The benefits and harms of deprescribing

Med J Aust. 2014 Oct 6;201(7):386-9. doi: 10.5694/mja13.00200.

Abstract

Deprescribing is the process of trial withdrawal of inappropriate medications. Currently, the strongest evidence for benefit of deprescribing is from cohort and observational studies of withdrawal of specific medication classes that have shown better patient outcomes, mainly through resolution of adverse drug reactions. Additional potential benefits of deprescribing include reduced financial costs and improved adherence with other medications. The harms of ceasing medication use include adverse drug withdrawal reactions, pharmacokinetic and pharmacodynamic changes and return of the medical condition. These can be minimised with proper planning (ie, tapering), monitoring after withdrawal, and reinitiation of the medication if the condition returns. More evidence is needed regarding negative, non-reversible effects of ceasing use of certain classes of medication, such as acetylcholinesterase inhibitors.
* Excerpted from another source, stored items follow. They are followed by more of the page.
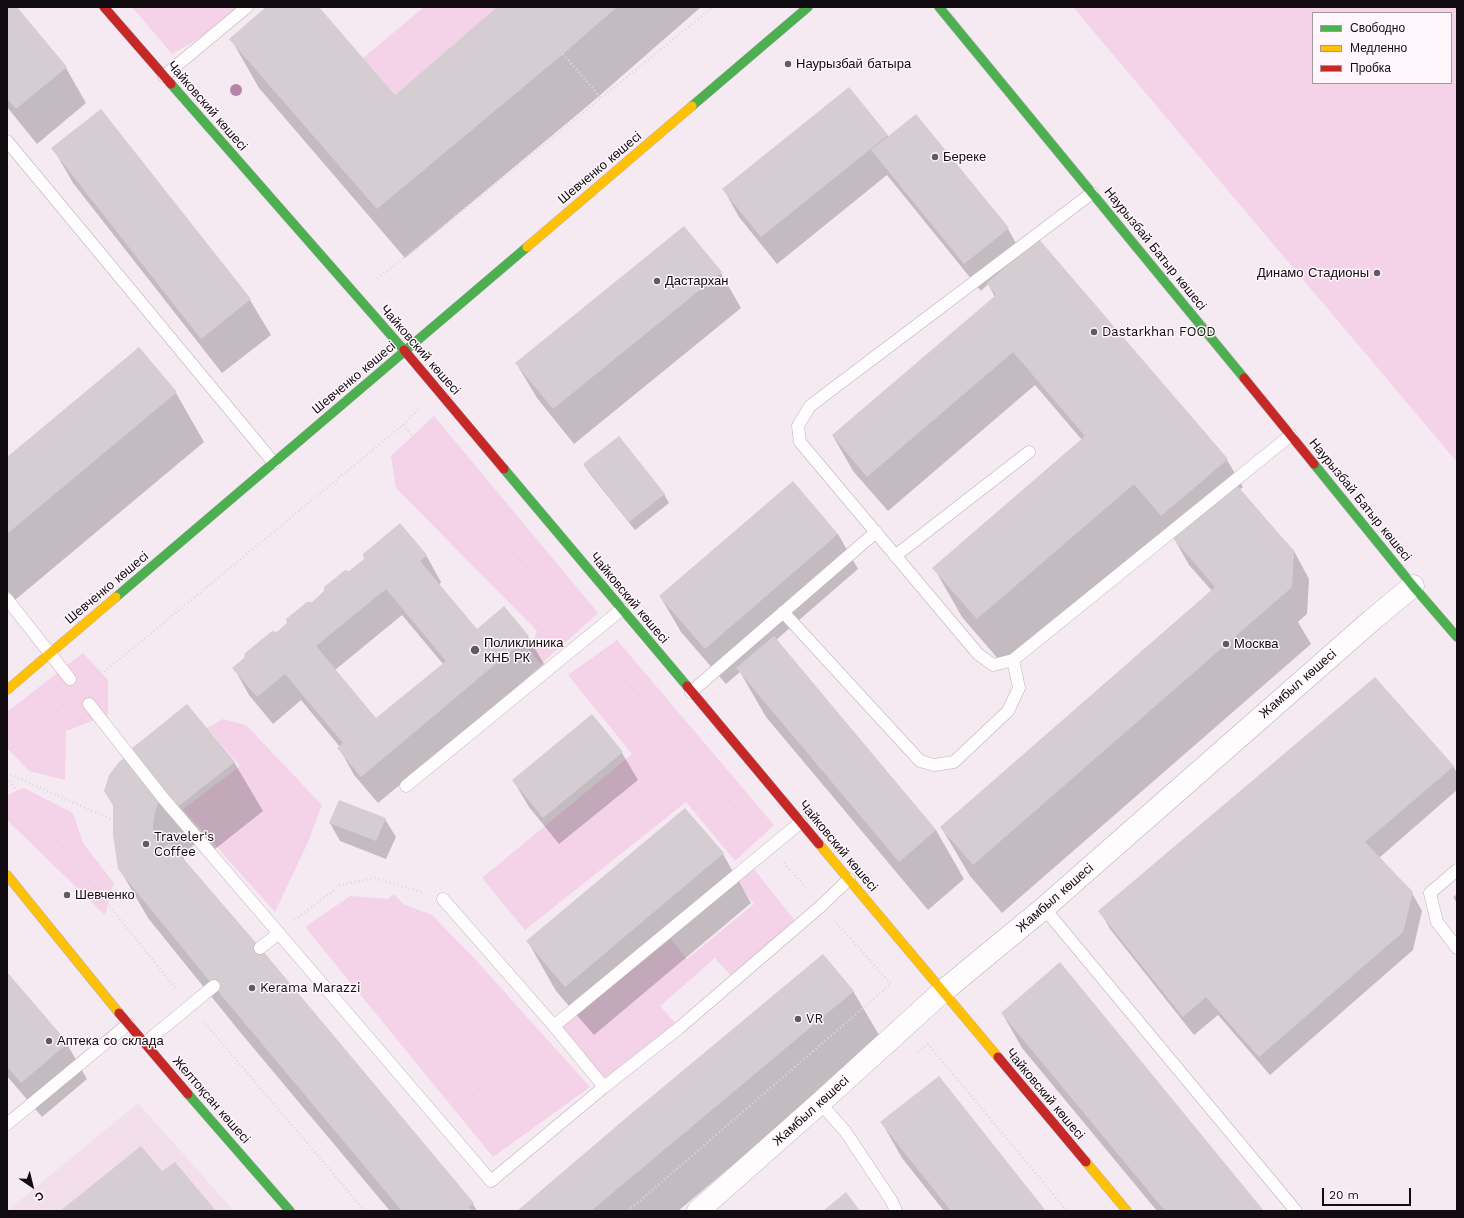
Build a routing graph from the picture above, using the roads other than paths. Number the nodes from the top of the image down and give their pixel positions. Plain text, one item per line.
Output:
1 (104, 7) edge
2 (247, 7) edge
3 (808, 7) edge
4 (939, 7) edge
5 (164, 76) junction
6 (7, 141) edge
7 (1092, 193) junction
8 (405, 351) junction
9 (1291, 435) junction
10 (1029, 452) dead end
11 (274, 463) junction
12 (876, 532) junction
13 (895, 556) junction
14 (1413, 586) junction
15 (7, 599) edge
16 (622, 609) junction
17 (783, 612) junction
18 (1457, 637) edge
19 (50, 654) junction
20 (1014, 660) junction
21 (70, 679) dead end
22 (7, 690) edge
23 (691, 692) junction
24 (90, 704) dead end
25 (406, 786) dead end
26 (801, 822) junction
27 (1457, 870) edge
28 (7, 875) edge
29 (849, 879) junction
30 (443, 899) road end
31 (1044, 908) junction
32 (278, 933) junction
33 (260, 948) dead end
34 (1457, 948) edge
35 (214, 986) dead end
36 (942, 992) junction
37 (128, 1024) junction
38 (554, 1026) junction
39 (145, 1043) junction
40 (604, 1087) junction
41 (820, 1103) junction
42 (7, 1124) edge
43 (290, 1211) edge
44 (698, 1211) edge
45 (896, 1211) edge
46 (1127, 1211) edge
47 (1296, 1211) edge

1 - 5 street, Чайковский көшесі
2 - 5 lane
3 - 8 street, Шевченко көшесі
4 - 7 street, Наурызбай Батыр көшесі
5 - 8 street, Чайковский көшесі
6 - 11 lane
7 - 9 street, Наурызбай Батыр көшесі
7 - 12 lane
8 - 11 street, Шевченко көшесі
8 - 16 street, Чайковский көшесі
9 - 14 street, Наурызбай Батыр көшесі
9 - 20 lane
10 - 13 lane
11 - 19 street, Шевченко көшесі
12 - 13 lane
12 - 17 lane
13 - 20 lane
14 - 18 street, Наурызбай Батыр көшесі
14 - 31 street, Жамбыл көшесі
15 - 19 lane
16 - 23 street, Чайковский көшесі
16 - 25 lane
17 - 20 lane
17 - 23 lane
19 - 21 lane
19 - 22 street, Шевченко көшесі
23 - 26 street, Чайковский көшесі
24 - 32 lane
26 - 29 street, Чайковский көшесі
26 - 38 lane
27 - 34 lane
28 - 37 street, Желтоқсан көшесі
29 - 36 street, Чайковский көшесі
29 - 40 lane
30 - 38 lane
31 - 36 street, Жамбыл көшесі
31 - 47 lane
32 - 33 lane
32 - 40 lane
35 - 39 lane
36 - 41 street, Жамбыл көшесі
36 - 46 street, Чайковский көшесі
37 - 39 street, Желтоқсан көшесі
37 - 42 lane
38 - 40 lane
39 - 43 street, Желтоқсан көшесі
41 - 44 street, Жамбыл көшесі
41 - 45 lane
Cessation of use has not been studied for many medication classes, and large-scale randomised controlled trials of systematic deprescribing are required before the true benefits and harms can be known.

MeSH terms

  • Drug-Related Side Effects and Adverse Reactions / prevention & control
  • Humans
  • Inappropriate Prescribing / adverse effects*
  • Polypharmacy
  • Substance Withdrawal Syndrome / prevention & control